4. Les avoirs iraniens gelés
Un mécanisme clair a été prévu pour la libération des avoirs iraniens gelés, à la fois au moment de la signature du mémorandum et durant les négociations ultérieures. Téhéran affirme avoir obtenu des garanties précises concernant la libération de ces fonds selon des mécanismes définis et conformes à ses exigences. Si l’Iran décide de signer l’accord, une partie de ces avoirs sera débloquée immédiatement, tandis que le reste sera libéré progressivement au cours des négociations.
5. Les réparations de guerre
La question des dommages subis par l’Iran à la suite de ce qu’il qualifie d’agression illégale des États‑Unis et d’Israël figure également dans le mémorandum. Dans une approche jugée réaliste et opérationnelle, Téhéran a envisagé un mécanisme permettant d’obtenir ces compensations. Tout en soulignant la nécessité de ces réparations dans l’accord de fin de guerre, les modalités concrètes de leur mise en œuvre seront définies lors des négociations de 60 jours suivant la signature éventuelle du mémorandum.
Comme pour les avoirs gelés, Téhéran affirme avoir obtenu des garanties spécifiques de la part de tierces parties concernant le versement de ces compensations.
6. Les sanctions
Conformément à la demande de l’Iran de lever l’ensemble des sanctions imposées, qu’elles proviennent des États‑Unis ou de résolutions internationales, cette question sera examinée de manière précise pendant la période de 60 jours consacrée aux négociations nucléaires.
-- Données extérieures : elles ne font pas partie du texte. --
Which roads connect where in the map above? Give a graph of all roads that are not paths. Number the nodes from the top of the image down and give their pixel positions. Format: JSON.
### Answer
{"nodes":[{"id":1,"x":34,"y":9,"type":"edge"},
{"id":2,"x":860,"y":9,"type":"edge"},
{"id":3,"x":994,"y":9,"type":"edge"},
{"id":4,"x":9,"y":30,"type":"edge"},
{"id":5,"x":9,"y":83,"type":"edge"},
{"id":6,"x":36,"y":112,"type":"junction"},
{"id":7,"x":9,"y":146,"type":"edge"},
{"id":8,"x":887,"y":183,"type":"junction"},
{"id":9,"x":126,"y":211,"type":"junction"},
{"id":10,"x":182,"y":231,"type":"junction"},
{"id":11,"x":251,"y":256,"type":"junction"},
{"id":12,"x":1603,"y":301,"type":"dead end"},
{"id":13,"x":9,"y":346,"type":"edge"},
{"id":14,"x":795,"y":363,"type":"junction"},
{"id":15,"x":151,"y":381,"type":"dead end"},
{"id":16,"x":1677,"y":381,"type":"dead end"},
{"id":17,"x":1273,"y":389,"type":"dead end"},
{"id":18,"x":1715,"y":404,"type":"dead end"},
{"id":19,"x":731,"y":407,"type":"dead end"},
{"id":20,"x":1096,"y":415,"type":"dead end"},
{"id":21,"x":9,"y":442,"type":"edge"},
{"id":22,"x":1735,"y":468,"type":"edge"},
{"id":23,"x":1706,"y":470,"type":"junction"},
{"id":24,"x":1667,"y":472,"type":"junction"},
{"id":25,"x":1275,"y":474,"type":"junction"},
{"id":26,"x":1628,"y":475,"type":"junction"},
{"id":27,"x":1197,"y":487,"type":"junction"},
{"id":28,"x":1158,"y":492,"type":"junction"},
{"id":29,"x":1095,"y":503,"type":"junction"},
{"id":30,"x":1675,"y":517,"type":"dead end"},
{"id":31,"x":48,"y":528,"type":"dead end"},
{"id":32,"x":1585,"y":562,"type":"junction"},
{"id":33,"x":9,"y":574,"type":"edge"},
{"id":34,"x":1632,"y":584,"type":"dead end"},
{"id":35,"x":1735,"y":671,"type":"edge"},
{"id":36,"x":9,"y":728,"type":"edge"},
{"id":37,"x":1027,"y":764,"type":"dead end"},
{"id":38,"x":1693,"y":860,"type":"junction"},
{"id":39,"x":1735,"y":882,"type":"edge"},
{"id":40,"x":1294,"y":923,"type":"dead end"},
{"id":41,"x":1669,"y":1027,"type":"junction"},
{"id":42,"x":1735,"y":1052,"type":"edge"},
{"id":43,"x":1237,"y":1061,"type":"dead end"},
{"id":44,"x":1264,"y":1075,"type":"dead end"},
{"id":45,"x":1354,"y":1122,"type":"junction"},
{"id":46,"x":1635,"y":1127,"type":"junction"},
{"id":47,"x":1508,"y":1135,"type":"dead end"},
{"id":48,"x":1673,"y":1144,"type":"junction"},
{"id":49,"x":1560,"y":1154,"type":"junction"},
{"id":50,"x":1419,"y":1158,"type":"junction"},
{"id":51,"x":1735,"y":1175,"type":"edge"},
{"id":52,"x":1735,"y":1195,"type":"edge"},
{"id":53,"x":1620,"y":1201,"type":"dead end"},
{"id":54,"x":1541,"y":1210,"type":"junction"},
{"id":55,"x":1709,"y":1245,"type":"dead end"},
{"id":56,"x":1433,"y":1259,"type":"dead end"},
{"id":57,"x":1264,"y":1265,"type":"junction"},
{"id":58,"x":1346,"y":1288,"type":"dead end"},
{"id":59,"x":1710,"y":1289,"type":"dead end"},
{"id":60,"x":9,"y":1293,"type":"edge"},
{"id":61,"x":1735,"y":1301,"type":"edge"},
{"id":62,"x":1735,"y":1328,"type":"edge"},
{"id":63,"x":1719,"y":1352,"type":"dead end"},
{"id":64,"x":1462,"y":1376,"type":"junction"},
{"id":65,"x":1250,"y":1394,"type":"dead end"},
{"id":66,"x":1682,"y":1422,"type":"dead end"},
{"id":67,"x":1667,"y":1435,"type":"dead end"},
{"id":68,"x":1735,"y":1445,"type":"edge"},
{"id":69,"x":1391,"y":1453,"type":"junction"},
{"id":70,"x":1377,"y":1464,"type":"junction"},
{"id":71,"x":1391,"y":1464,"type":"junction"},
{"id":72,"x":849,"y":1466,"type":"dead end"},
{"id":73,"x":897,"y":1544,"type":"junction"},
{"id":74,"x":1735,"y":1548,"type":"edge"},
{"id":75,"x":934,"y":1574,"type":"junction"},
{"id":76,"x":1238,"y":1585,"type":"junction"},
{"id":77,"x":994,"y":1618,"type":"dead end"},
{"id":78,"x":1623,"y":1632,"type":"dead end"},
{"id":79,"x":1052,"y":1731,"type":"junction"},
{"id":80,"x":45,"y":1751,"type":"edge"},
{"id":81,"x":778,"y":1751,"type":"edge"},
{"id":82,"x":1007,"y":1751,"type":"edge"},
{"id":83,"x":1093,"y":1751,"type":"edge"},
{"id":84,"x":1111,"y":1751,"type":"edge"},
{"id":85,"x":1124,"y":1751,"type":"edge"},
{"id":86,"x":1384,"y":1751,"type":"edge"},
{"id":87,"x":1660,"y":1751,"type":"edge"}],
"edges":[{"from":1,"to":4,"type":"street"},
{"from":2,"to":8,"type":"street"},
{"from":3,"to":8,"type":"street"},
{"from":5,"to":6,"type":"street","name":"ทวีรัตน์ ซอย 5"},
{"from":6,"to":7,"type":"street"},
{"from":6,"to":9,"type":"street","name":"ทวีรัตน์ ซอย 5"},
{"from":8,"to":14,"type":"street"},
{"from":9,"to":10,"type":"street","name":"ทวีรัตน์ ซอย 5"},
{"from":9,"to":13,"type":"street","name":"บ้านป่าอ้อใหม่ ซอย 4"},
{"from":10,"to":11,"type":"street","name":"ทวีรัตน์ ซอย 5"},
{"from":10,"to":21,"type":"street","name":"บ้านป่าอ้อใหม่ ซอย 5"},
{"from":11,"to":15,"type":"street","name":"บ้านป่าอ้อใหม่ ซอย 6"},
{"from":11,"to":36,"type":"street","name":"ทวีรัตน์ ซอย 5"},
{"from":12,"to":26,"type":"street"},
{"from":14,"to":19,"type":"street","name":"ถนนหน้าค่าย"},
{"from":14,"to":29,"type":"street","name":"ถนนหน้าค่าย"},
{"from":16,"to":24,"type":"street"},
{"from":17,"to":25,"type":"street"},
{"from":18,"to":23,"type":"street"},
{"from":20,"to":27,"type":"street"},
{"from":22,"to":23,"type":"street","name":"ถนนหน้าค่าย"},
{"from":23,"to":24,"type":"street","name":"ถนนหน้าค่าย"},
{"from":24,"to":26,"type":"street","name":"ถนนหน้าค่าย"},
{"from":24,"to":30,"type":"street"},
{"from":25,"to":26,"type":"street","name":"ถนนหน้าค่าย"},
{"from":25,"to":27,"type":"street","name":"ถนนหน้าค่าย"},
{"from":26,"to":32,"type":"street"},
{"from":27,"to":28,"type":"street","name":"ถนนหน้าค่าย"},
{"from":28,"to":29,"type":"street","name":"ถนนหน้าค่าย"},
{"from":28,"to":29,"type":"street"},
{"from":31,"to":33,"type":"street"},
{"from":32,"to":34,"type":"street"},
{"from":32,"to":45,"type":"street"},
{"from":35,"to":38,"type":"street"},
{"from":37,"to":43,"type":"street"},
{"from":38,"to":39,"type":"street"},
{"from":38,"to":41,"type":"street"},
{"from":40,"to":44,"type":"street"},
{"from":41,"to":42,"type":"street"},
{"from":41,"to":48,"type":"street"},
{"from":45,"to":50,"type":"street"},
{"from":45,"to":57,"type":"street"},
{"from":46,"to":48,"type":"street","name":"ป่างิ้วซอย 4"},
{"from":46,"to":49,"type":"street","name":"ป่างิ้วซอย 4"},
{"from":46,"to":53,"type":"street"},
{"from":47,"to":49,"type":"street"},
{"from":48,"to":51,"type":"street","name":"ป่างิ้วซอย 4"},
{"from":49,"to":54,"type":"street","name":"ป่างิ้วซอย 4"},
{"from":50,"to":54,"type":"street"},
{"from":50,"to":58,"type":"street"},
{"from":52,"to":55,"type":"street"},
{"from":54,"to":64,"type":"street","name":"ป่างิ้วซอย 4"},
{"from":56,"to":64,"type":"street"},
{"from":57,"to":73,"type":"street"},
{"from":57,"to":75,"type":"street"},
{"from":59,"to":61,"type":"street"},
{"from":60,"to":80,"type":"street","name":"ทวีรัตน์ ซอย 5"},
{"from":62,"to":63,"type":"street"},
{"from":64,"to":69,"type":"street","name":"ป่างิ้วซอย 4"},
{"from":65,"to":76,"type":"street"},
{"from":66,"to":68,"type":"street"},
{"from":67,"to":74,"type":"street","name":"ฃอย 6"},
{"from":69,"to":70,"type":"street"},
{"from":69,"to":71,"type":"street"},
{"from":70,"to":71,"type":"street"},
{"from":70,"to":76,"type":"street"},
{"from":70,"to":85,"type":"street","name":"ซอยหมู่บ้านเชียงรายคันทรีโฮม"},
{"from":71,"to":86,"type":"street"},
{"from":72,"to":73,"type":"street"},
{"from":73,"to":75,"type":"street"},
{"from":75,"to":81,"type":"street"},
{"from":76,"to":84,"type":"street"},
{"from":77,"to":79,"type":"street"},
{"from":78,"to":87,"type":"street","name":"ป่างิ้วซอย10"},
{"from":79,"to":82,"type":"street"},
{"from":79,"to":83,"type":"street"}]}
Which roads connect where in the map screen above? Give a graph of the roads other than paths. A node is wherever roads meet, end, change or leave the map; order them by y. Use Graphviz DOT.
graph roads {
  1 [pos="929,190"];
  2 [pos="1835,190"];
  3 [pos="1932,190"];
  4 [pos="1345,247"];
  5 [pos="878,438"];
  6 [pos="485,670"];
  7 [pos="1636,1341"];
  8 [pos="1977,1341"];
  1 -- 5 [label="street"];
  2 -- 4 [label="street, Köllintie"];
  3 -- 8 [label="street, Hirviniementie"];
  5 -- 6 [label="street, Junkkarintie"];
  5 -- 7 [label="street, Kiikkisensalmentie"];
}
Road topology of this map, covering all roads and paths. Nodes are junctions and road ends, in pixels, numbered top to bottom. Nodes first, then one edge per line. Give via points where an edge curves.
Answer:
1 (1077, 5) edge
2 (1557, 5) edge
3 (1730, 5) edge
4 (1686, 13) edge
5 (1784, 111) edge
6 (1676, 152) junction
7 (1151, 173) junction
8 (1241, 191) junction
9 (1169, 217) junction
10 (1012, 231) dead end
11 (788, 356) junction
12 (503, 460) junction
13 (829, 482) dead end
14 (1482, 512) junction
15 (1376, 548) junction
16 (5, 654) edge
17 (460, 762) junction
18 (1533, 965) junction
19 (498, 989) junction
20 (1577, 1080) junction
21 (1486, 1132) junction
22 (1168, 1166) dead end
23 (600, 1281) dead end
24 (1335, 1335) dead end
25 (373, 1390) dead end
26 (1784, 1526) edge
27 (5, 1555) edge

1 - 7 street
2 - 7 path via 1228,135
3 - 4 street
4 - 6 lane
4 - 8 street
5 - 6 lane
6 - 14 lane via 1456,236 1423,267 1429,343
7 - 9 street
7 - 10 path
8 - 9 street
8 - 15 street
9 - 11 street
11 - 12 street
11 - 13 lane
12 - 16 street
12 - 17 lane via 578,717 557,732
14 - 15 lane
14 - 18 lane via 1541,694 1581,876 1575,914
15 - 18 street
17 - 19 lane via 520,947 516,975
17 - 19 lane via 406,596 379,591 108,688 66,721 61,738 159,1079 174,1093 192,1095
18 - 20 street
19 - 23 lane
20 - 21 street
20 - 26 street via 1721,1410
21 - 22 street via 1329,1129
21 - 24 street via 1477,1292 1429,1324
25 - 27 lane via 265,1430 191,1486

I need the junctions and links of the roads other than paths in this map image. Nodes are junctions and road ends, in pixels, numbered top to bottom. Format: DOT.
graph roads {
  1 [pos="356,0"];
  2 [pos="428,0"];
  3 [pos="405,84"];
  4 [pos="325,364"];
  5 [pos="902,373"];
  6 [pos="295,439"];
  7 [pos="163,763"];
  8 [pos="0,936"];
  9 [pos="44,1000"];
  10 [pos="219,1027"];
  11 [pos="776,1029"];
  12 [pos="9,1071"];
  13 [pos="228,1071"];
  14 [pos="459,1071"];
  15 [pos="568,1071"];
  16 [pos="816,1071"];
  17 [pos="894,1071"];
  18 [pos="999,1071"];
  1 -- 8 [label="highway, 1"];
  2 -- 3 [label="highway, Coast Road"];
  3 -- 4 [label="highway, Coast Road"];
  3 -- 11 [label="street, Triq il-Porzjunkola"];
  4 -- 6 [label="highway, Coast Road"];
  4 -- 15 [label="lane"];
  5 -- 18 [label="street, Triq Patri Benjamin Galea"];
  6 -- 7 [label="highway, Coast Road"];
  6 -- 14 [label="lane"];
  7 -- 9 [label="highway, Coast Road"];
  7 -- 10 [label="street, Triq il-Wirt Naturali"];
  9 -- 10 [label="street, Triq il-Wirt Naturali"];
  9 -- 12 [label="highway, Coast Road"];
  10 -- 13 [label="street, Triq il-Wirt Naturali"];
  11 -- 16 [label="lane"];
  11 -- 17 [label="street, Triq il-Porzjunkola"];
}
De même que l’Iran ne prend aucun nouvel engagement nucléaire dans le mémorandum de fin de guerre, l’autre partie ne s’engage pas formellement à lever les sanctions dans ce document. La décision finale concernant les sanctions est donc renvoyée à la période suivant la signature du mémorandum et aux négociations de 60 jours qui s’ensuivront.